Inter-UAV collision avoidance
Warning: The collision avoidance system is a last-resort safety feature, not something to be heavily relied on! Always strive to design your experiments to be collision-free by default and have a sufficient number of skilled safety pilots to take over if somethings goes wrong. Do not rely on collision avoidance to save you!
The mutual collision avoidance of the UAVs is implemented by the MPC tracker. In short, each UAV shares its predicted trajectory with the other UAVs, and checks whether its own predicted trajectory does not collide with the trajectories of the others (with a specified safety margin). This is illustrated in the figure below ( is the safety margin radius).
If a future collision is detected, a collision avoidance maneuver is executed by the UAVs:
- Both UAVs slow down.
- The lower-priority UAV (or several UAVs if multiple collisions are predicted) increases its altitude to avoid the collision.
The UAV priority is selected based on the UAV name: the UAV with the higher number has a lower priority (i.e. in the example in the figure above, UAV2 would climb up to avoid UAV1). If a UAV has only passive collision avoidance (see below), then it has the highest priority (all other UAVs with enabled collision avoidance will try to avoid it).
Note: This system relies on communication between the UAVs. Therefore, for collision avoidance to work, the UAVs must be on the same WiFi, and sharing of the required messages over the LAN must be configured (see below). Everything should be set up correctly by default except for the UAV names list, which you typically have to set up by yourself depending on the specific UAVs that you use! It is good practice to double-check before any experiments.
Configuring the collision avoidance
The parameters of the collision avoidance subsystem are configured in the standard custom config file (called simply custom_config.yaml
) passed to mrs_uav_core core.launch
.
A tutorial on how to use custom configs is here.
The relevant parameters are:
mrs_uav_trackers:
mpc_tracker:
collision_avoidance:
enabled: true # disabling this will stop this UAV to react to others, but it will still transmit data to others
enabled_passively: true # disabling this will stop this uav to even transmit its data to others (only if enabled: false)
radius: 5.0 # the collision safety margin - radius used to inflate the predicted trajectories when detecting collisions [m]
correction: 3.0 # the altitude increase step when avoiding collision [m]
Note: In case the names or the structure of these paremeters change in the future, you can always find the most up-to-date information using the get_public_params.py
script (see here).
Furthermore, as mentioned above, the UAVs need to communicate with each other and share their predicted trajectories. Configuration of the inter-UAV communication has three parts:
- Specifying the list of UAVs in the group that should avoid collisions.
- Configuring ROS topics to be shared between the UAVs (the trajectories).

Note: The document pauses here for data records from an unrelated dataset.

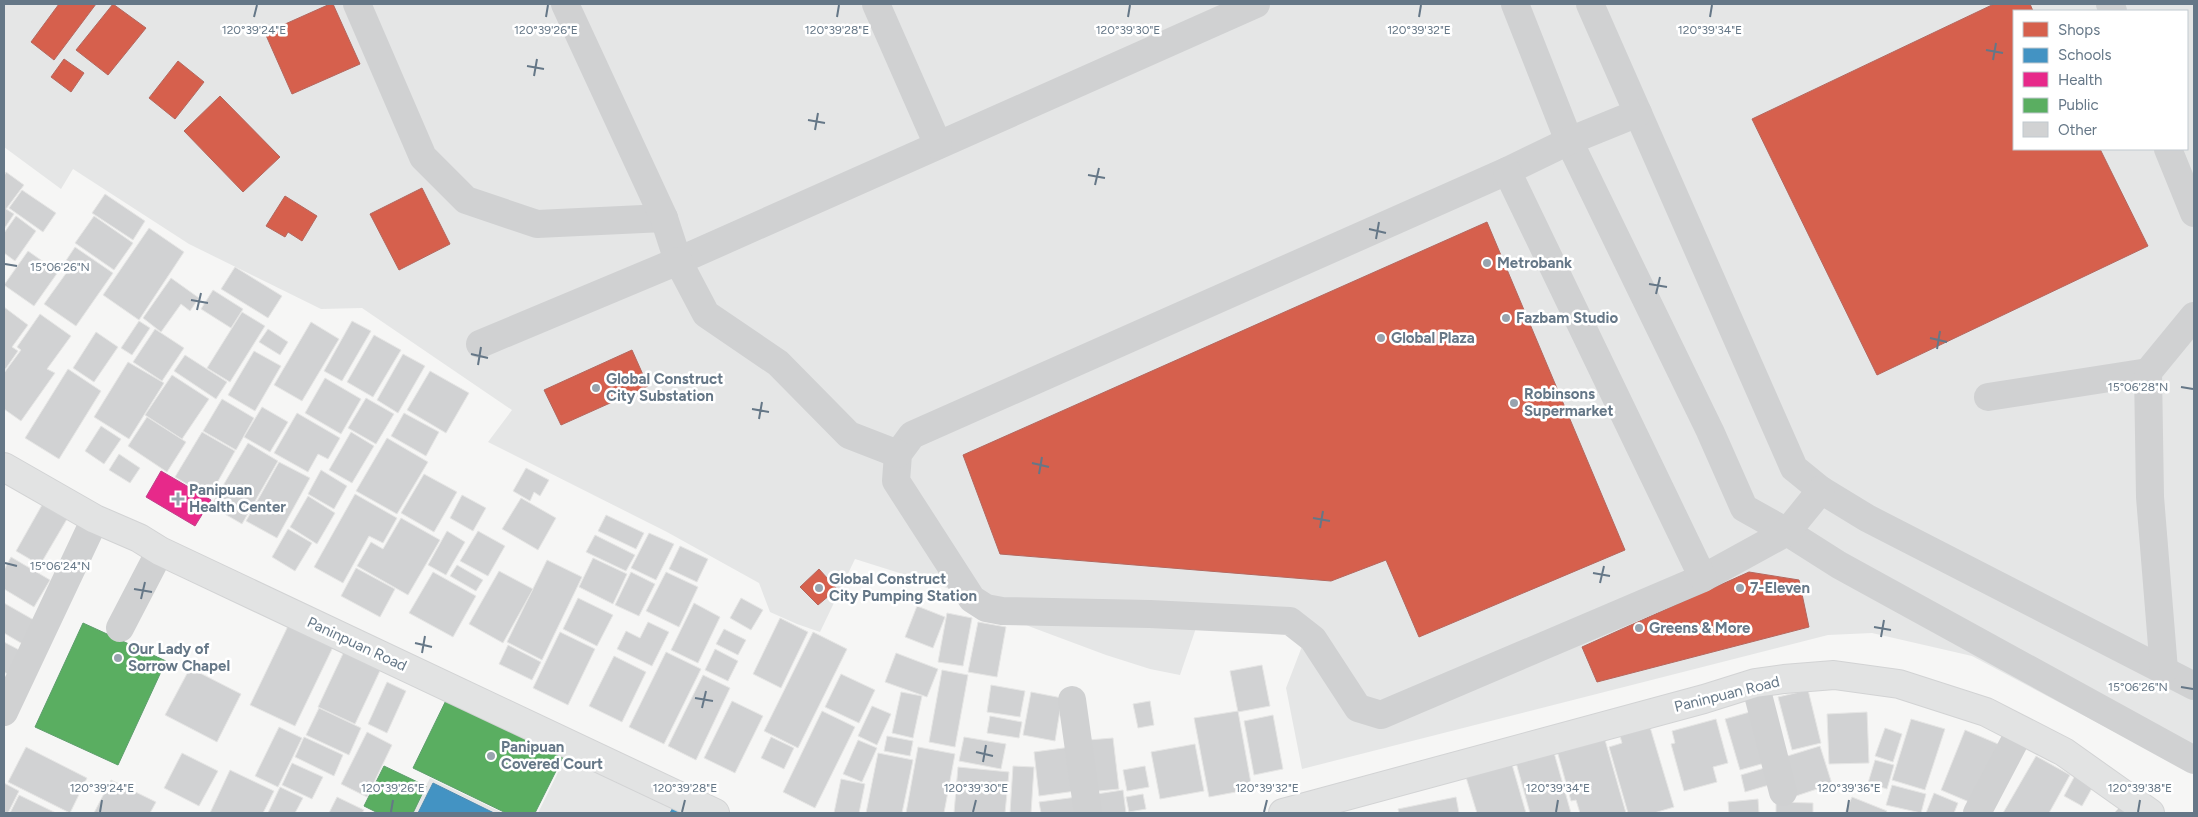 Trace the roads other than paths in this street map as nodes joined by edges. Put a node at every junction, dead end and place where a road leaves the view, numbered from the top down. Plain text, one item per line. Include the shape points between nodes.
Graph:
1 (357, 4) edge
2 (565, 4) edge
3 (876, 4) edge
4 (1256, 4) edge
5 (1515, 4) edge
6 (1590, 4) edge
7 (1207, 14) edge
8 (1638, 112) junction
9 (1568, 141) junction
10 (938, 145) junction
11 (2168, 150) edge
12 (1507, 171) junction
13 (2194, 213) edge
14 (664, 218) junction
15 (678, 261) junction
16 (2194, 316) edge
17 (480, 344) dead end
18 (2148, 372) junction
19 (1988, 397) dead end
20 (898, 454) junction
21 (4, 467) edge
22 (1821, 490) junction
23 (95, 519) junction
24 (1787, 532) junction
25 (160, 551) junction
26 (1703, 578) junction
27 (120, 628) dead end
28 (2164, 670) junction
29 (1755, 683) junction
30 (2194, 686) edge
31 (1072, 700) dead end
32 (4, 712) edge
33 (2020, 731) junction
34 (2194, 760) edge
35 (1783, 792) dead end
36 (715, 813) edge
37 (1088, 813) edge
38 (1283, 813) edge
39 (1977, 813) edge
40 (2150, 813) edge

1 - 14 street via 423,157 466,200 537,224
2 - 14 street
3 - 10 street
4 - 7 street
5 - 9 street
6 - 8 street
7 - 10 street
8 - 9 street
8 - 22 street via 1794,468
9 - 12 street
9 - 24 street via 1710,431 1744,508
10 - 15 street
11 - 13 street
12 - 20 street via 912,435
12 - 26 street
14 - 15 street
15 - 17 street
15 - 20 street via 706,314 778,363 849,436
16 - 18 street
18 - 19 street
18 - 28 street via 2150,498
20 - 26 street via 896,481 972,599 986,608 1290,621 1314,638 1358,708 1381,715
21 - 23 main road, Paninpuan Road
22 - 24 street
22 - 28 street via 1867,518
23 - 25 main road, Paninpuan Road
23 - 32 street
24 - 26 street
24 - 34 street via 1839,565
25 - 27 street
25 - 36 main road, Paninpuan Road
28 - 30 street
29 - 33 main road, Paninpuan Road via 1834,675 1900,684 1986,712
29 - 35 street
29 - 38 main road, Paninpuan Road
31 - 37 street
33 - 39 street
33 - 40 main road, Paninpuan Road via 2064,752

- Setting up the hostnames in
/etc/hosts
.
The UAV names list is specified in a special custom config called network_config.yaml
, that is passed to mrs_uav_core core.launch
and to mrs_uav_deployment run_nimbro.py
.
In real-world deployments, the sharing of ROS topics between UAVs is implemented using the NimbRo system (see our documentation here).
In simulation, all topics are available for all UAVs by default, so NimbRo is not required, but the UAV names list still has to be provided in the network_config.yaml
.
The /etc/hosts
file should be set up by default, unless you are using some custom-made UAV with special names.
Check that the IP addresses and the corresponding hostnames of all UAVs are present in the file.
Things to double-check for collision avoidance
For all UAVs, check the following conditions to ensure that collision avoidance will work:
- The MPC tracker is active.
- All relevant UAV names are specified in the UAV names list in the network config file (see above).
- The predicted MPC trajectory topic and the control manager diagnostics topic are specified in the nimbro config file with a sufficient rate (at least 1Hz).
- The collision avoidance is enabled in the custom config file (see above) and has a sufficient radius and correction.
- The
/etc/hosts
file is correctly set up with hostnames of all relevant UAVs and their respective IP addresses. - The relevant messages from the other UAVs can be "heard" (i.e. you can print them out using e.g.
rostopic echo
) when they are turned on and the MRS system is running. - You can see the other UAVs listed as "heard" in the MRS status.
Further reading
The collision avoidance system is described in detail from a more theoretical point of view in the paper
- T Báča, D Heřt, G Loianno, M Saska and V Kumar, Model Predictive Trajectory Tracking and Collision Avoidance for Reliable Outdoor Deployment of Unmanned Aerial Vehicles, IROS, 2018 (pdf).